As great as The Stooges was, it’s an album that all but painted the band into a corner—that is, until Fun House blew off the roof. The blueprint from the first album is dutifully carried over no one ever accused The Stooges of being eclectic but the band’s attack is deepened, sharpened, and given a far more insidious atmosphere of transgression and hedonism. On top of that, the decision to bring saxophonist Steve Mackay into the mix on songs like “1970” and the sinuous, swaggering title track lent a jazzy edge that only enhanced the album’s ominous atmosphere. And Pop’s blistered voice urges on the noise like a drug-pushing drill sergeant. At the start of the ’70s, as rock ’n’ roll was congealing into corporate slickness, Fun House ripped off the skin and pissed in the wound.

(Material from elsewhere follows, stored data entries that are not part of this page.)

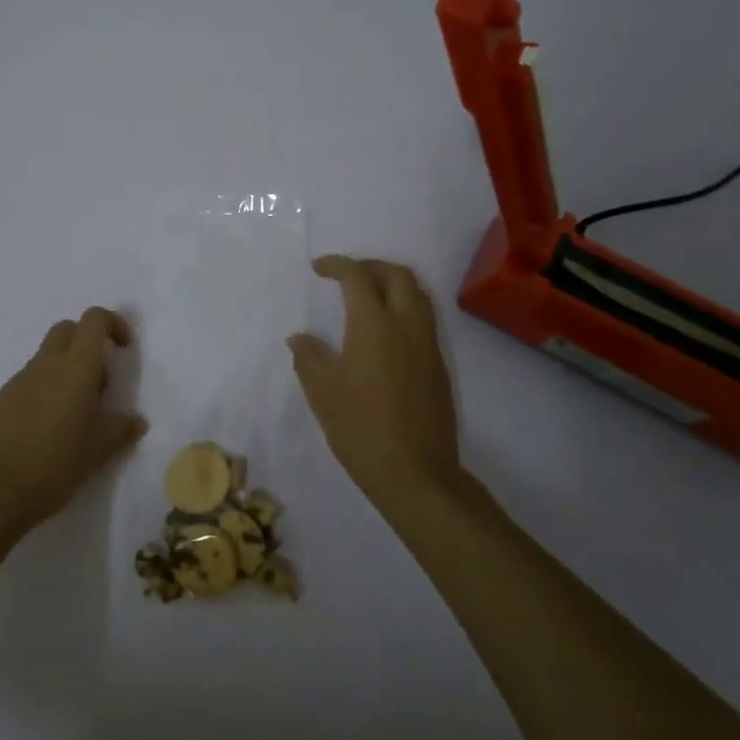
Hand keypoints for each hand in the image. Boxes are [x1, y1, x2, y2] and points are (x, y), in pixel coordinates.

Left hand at [0, 308, 147, 533]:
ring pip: (47, 356)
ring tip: (75, 415)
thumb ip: (121, 430)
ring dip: (66, 370)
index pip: (93, 320)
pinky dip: (45, 389)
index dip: (113, 324)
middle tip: (100, 382)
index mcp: (75, 370)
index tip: (124, 348)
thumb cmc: (54, 467)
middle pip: (67, 329)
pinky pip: (29, 380)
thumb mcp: (98, 452)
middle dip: (88, 342)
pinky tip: (47, 428)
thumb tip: (137, 420)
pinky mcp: (0, 399)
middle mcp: (45, 365)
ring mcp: (18, 380)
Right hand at [289, 255, 460, 507]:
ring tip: (367, 298)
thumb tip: (300, 338)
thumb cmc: (361, 429)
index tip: (318, 268)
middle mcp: (407, 326)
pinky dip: (404, 308)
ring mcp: (428, 346)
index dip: (337, 265)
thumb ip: (309, 357)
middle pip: (398, 275)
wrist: (416, 474)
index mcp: (375, 325)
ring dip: (392, 284)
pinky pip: (424, 320)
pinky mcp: (438, 367)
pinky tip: (384, 333)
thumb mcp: (322, 393)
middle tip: (346, 276)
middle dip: (371, 266)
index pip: (358, 277)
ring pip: (418, 295)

Three years passed between “Fun House” and its follow-up, “Raw Power”. The album was billed under the name Iggy And The Stooges, reflecting the new star power of its self-abusive front man, whose bloody, destructive stage performances were already becoming the stuff of legend. But the band itself had disintegrated in a haze of drugs and reformed in those three years, giving Raw Power a far more abrasive and hard-edged sound; co-produced by Pop and his admirer David Bowie, the album’s ear-shredding, in-the-red chaos kick started the punk movement. On songs such as “Search And Destroy,” guitarist James Williamson threatens to split the heavens with his unhinged solos; meanwhile Pop weaves a new mythology of rock decadence that teeters on the brink of sanity and reality.

Barring the officially released demo Kill City in 1977 (recorded in 1975 and credited to Iggy Pop and James Williamson), The Stooges’ time in the studio was long over by the time Pop began in solo career in earnest with The Idiot. Released in 1977, the year punk exploded, it took a different route than all the groups The Stooges had inspired; instead of raw power, the album bears the cool, dour, synthetic tones that co-produced and collaborator Bowie was about to use on his Berlin Trilogy (The Idiot was also recorded in Berlin). In a way, Pop is fish-out-of-place on Krautrock-inspired tracks like “Nightclubbing” and the ethereal “China Girl” (later turned into a hit by Bowie himself). But it’s exactly this bewildered displacement and fresh context that makes The Idiot such a welcome jolt in Pop’s career arc—one that stretched his formidable voice into strange new shapes.

The second of Iggy Pop’s Berlin collaborations with Bowie released in 1977, Lust For Life produced Pop’s most identifiable solo hit: the Bowie-penned title track, a thumping, sinewy anthem that gleefully hurls Pop’s suicidal image back at itself. Falling much closer to Pop’s raw rock wheelhouse than The Idiot, Lust For Life nonetheless produced one of his most sultry songs: “The Passenger,” whose slinky, menacing vibe taps into the dark poetry that Pop always has lurking beneath his bad-boy surface. With punk in full swing, the movement’s forefather claimed his snotty offspring while striking out on his own assured yet anarchic path.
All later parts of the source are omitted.